No i... uszyłam jeszcze jedną spódnicę :D
Bardziej wyjściową, bardziej pasującą do mojego stylu i moich ubrań. Nie korzystałam z żadnegoi wykroju, spódnicę wymyśliłam sama. Noszę ją od wczoraj i czuję się w niej świetnie :)
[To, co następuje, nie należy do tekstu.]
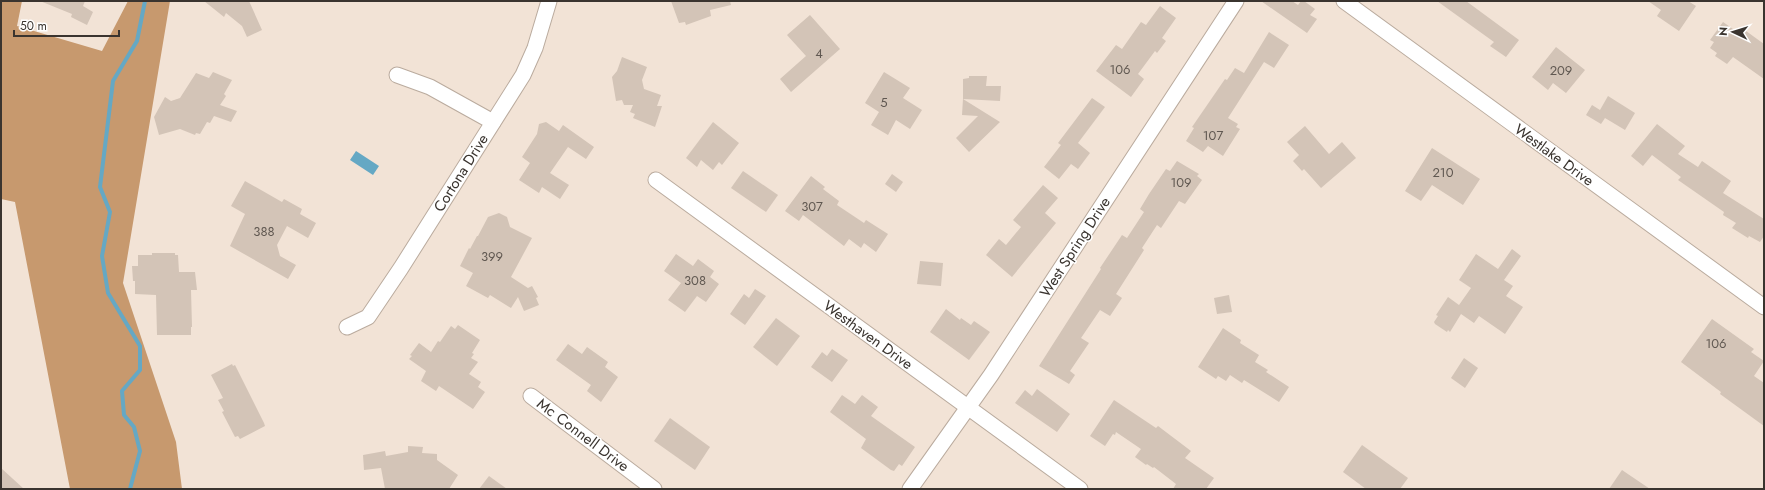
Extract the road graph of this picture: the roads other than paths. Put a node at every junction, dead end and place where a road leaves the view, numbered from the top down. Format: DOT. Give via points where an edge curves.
graph roads {
  1 [pos="549,1"];
  2 [pos="1236,1"];
  3 [pos="1344,1"];
  4 [pos="397,75"];
  5 [pos="493,122"];
  6 [pos="656,180"];
  7 [pos="1764,307"];
  8 [pos="348,327"];
  9 [pos="531,396"];
  10 [pos="968,408"];
  11 [pos="654,489"];
  12 [pos="910,489"];
  13 [pos="1080,489"];
  1 -- 5 [label="street, Cortona Drive" via="536,48 523,75"];
  2 -- 10 [label="street, West Spring Drive"];
  3 -- 7 [label="street, Westlake Drive"];
  4 -- 5 [label="street" via="430,87"];
  5 -- 8 [label="street, Cortona Drive" via="368,317"];
  6 -- 10 [label="street, Westhaven Drive"];
  9 -- 11 [label="street, Mc Connell Drive"];
  10 -- 12 [label="street, West Spring Drive"];
  10 -- 13 [label="street, Westhaven Drive"];
}
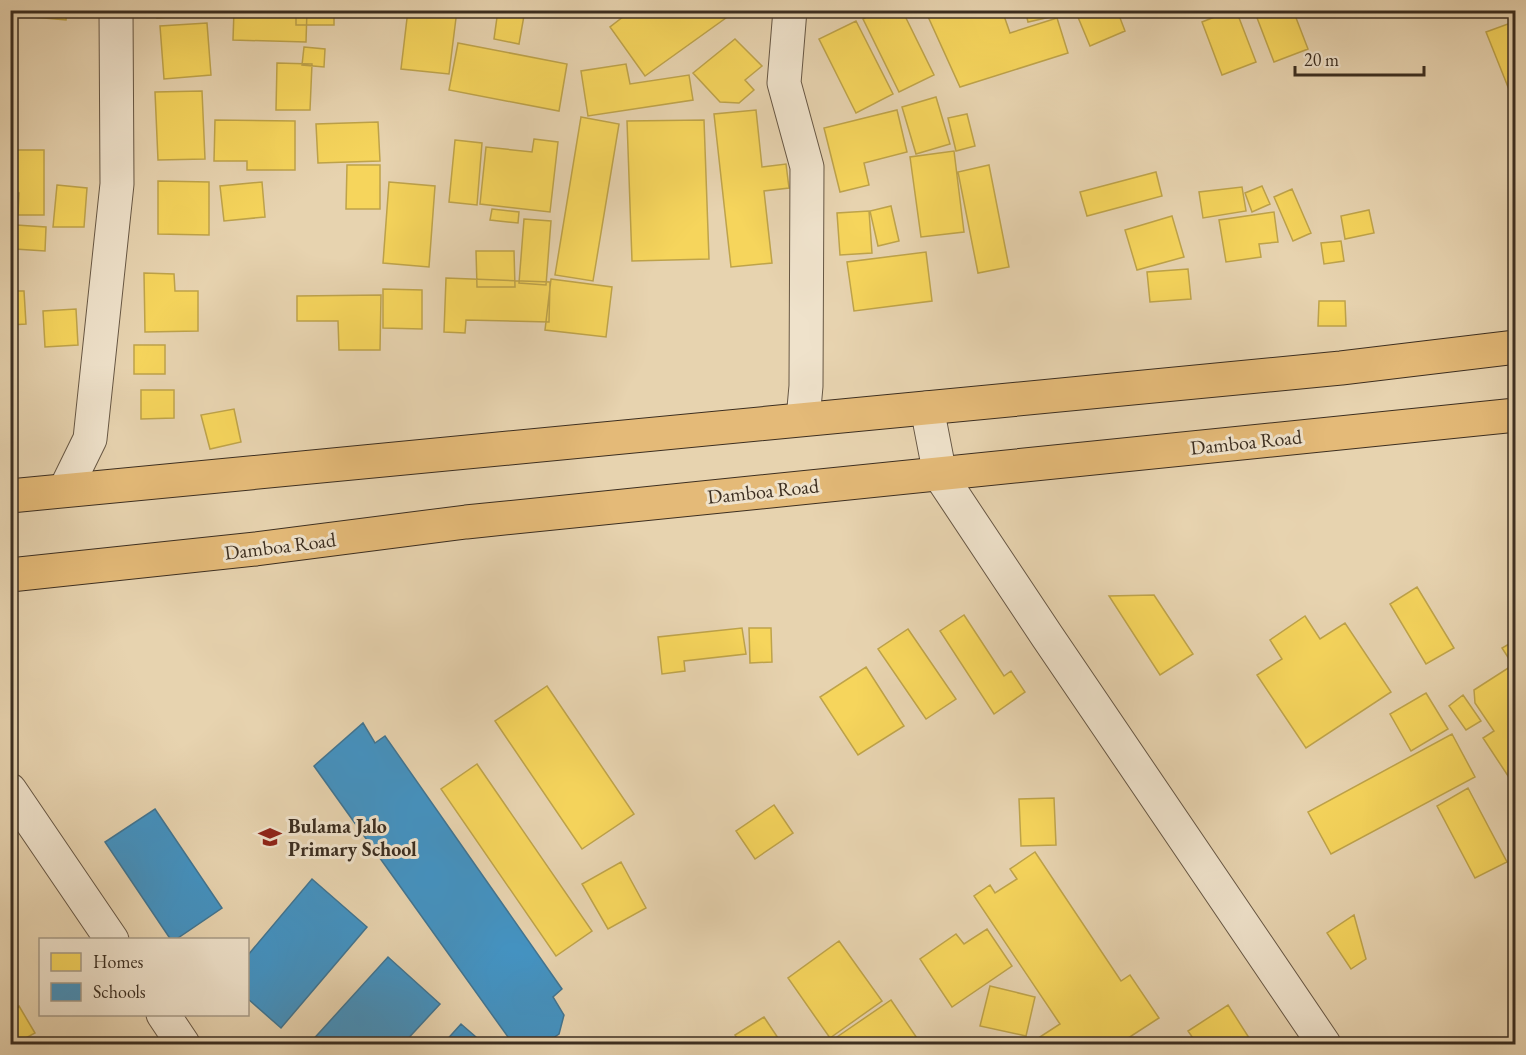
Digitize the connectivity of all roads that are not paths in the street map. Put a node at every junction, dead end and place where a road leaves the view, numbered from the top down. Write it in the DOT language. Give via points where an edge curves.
graph roads {
  1 [pos="116,10"];
  2 [pos="790,10"];
  3 [pos="1515,347"];
  4 [pos="927,408"];
  5 [pos="1515,415"];
  6 [pos="802,419"];
  7 [pos="940,475"];
  8 [pos="65,490"];
  9 [pos="10,496"];
  10 [pos="10,575"];
  11 [pos="10,790"];
  12 [pos="111,938"];
  13 [pos="164,1016"];
  14 [pos="183,1044"];
  15 [pos="1324,1044"];
  1 -- 8 [label="street" via="117,184 111,242 90,439"];
  2 -- 6 [label="street" via="784,83 807,167 806,386"];
  3 -- 4 [label="main road"];
  4 -- 6 [label="main road"];
  4 -- 7 [label="street"];
  5 -- 7 [label="main road, Damboa Road"];
  6 -- 8 [label="main road"];
  7 -- 10 [label="main road, Damboa Road" via="466,522"];
  7 -- 15 [label="street"];
  8 -- 9 [label="main road"];
  11 -- 12 [label="street"];
  13 -- 14 [label="street"];
}
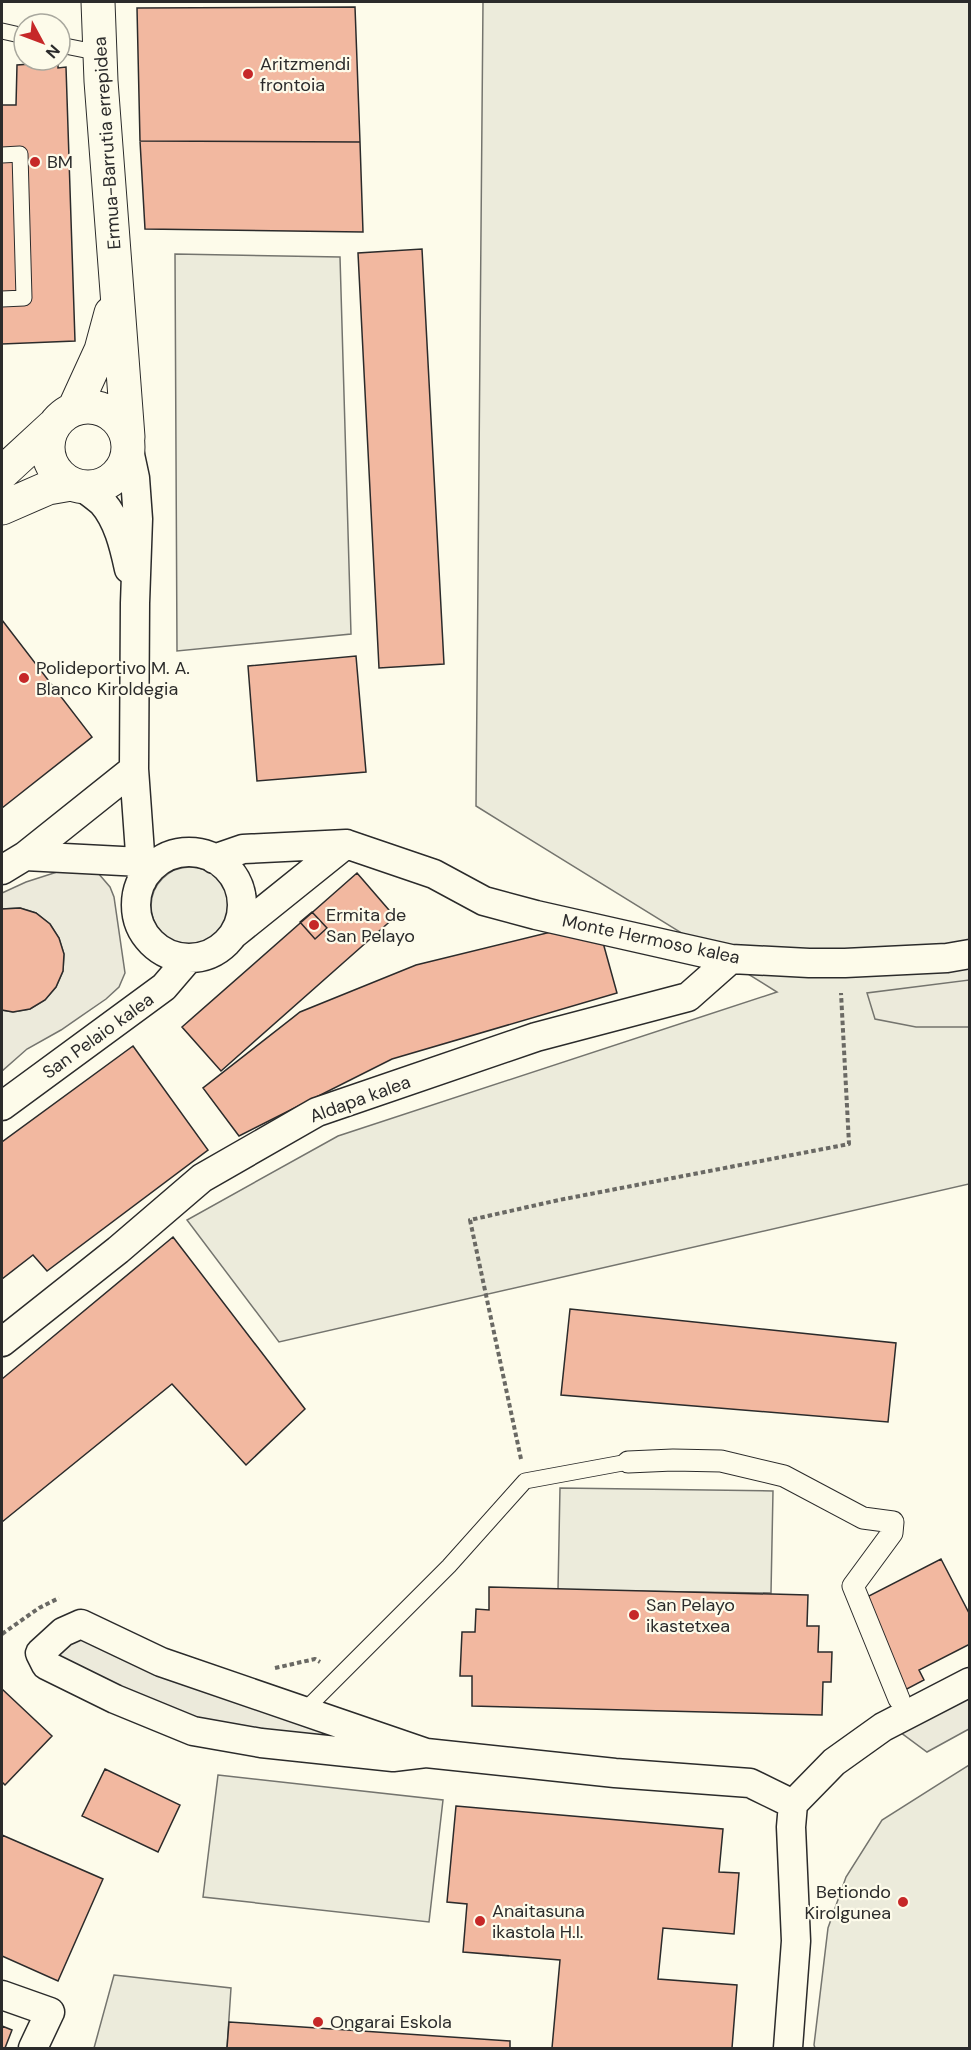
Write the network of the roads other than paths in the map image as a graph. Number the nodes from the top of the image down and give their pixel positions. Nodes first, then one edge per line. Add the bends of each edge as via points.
1 (98, 2) edge
2 (72, 47) edge
3 (100, 53) junction
4 (2, 155) edge
5 (115, 284) junction
6 (2, 299) edge
7 (63, 418) junction
8 (128, 444) junction
9 (2, 473) edge
10 (77, 485) junction
11 (2, 507) edge
12 (135, 603) junction
13 (134, 769) junction
14 (346, 844) junction
15 (214, 858) junction
16 (14, 863) edge
17 (141, 871) junction
18 (234, 934) junction
19 (969, 954) edge
20 (188, 959) junction
21 (730, 959) junction
22 (2, 1106) edge
23 (2, 1342) edge
24 (628, 1462) joint
25 (969, 1682) edge
26 (900, 1699) dead end
27 (305, 1710) junction
28 (426, 1753) junction
29 (793, 1804) junction
30 (2, 1995) edge
31 (33, 2049) edge
32 (788, 2049) edge

1 - 3 street, Ermua-Barrutia errepidea
2 - 3 lane
3 - 5 street, Ermua-Barrutia errepidea
4 - 6 lane via 20,154 24,298
5 - 7 street, Ermua-Barrutia errepidea via 101,350
5 - 8 street, Ermua-Barrutia errepidea
7 - 8 street via 87,406 101,408 122,424
7 - 9 street
7 - 10 street via 48,439 48,452 60,476
8 - 10 street via 119,474 96,487
8 - 12 street via 138,519
10 - 11 street via 48,488
10 - 12 street via 101,502 115,523 125,550
12 - 13 street
13 - 16 street
13 - 17 street
14 - 15 street, Monte Hermoso kalea via 243,849
14 - 18 street
14 - 21 street, Monte Hermoso kalea via 434,874 484,901
15 - 17 street via 182,853
15 - 18 street via 238,884 241,918
16 - 17 street
17 - 20 street via 137,916 143,933 170,955
18 - 20 street via 206,956
19 - 21 street, Monte Hermoso kalea via 845,963
20 - 22 street, San Pelaio kalea via 164,987
21 - 23 street, Aldapa kalea via 688,997 536,1037 316,1112 202,1178
24 - 26 street via 721,1461 784,1476 863,1518 893,1522 892,1533 853,1586
24 - 27 lane via 525,1481 449,1566
25 - 29 street via 883,1727 834,1762
27 - 28 street
27 - 28 street via 161,1662 81,1624 63,1632 40,1653 46,1665 194,1731 261,1743 393,1757
28 - 29 street via 750,1783
29 - 32 street via 796,1941
30 - 31 street via 50,2012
Im więcej ciuchów szyję, tym bardziej bardziej marzy mi się owerlok. Nadal przerażają mnie te szpule i ich nawlekanie. Nie wiem, czy sama dałabym sobie z tym radę. Ale takie owerlokowe obrzucanie brzegów jest o wiele bardziej estetyczne, niż zygzak. Planuję sama szyć sobie ubrania, bo ja nie z tych, co podążają za modą i najczęściej ciuchy, które serwują nam sklepy nie odpowiadają moim gustom. Proste formy wymyślam sama, czasem korzystam z Burdowych wykrojów oznaczonych jedną kropeczką/gwiazdeczką. Chciałabym stopniowo szyć coraz trudniejsze rzeczy, dla siebie, Chłopaka, siostrzenicy. Owerlok może nie jest niezbędny, ale uszczęśliwiłby mnie bardzo :> Jedynym realnym problemem nie są pieniądze, a to, że nie miałabym gdzie go postawić. Nawet w szafach już nie mam miejsca...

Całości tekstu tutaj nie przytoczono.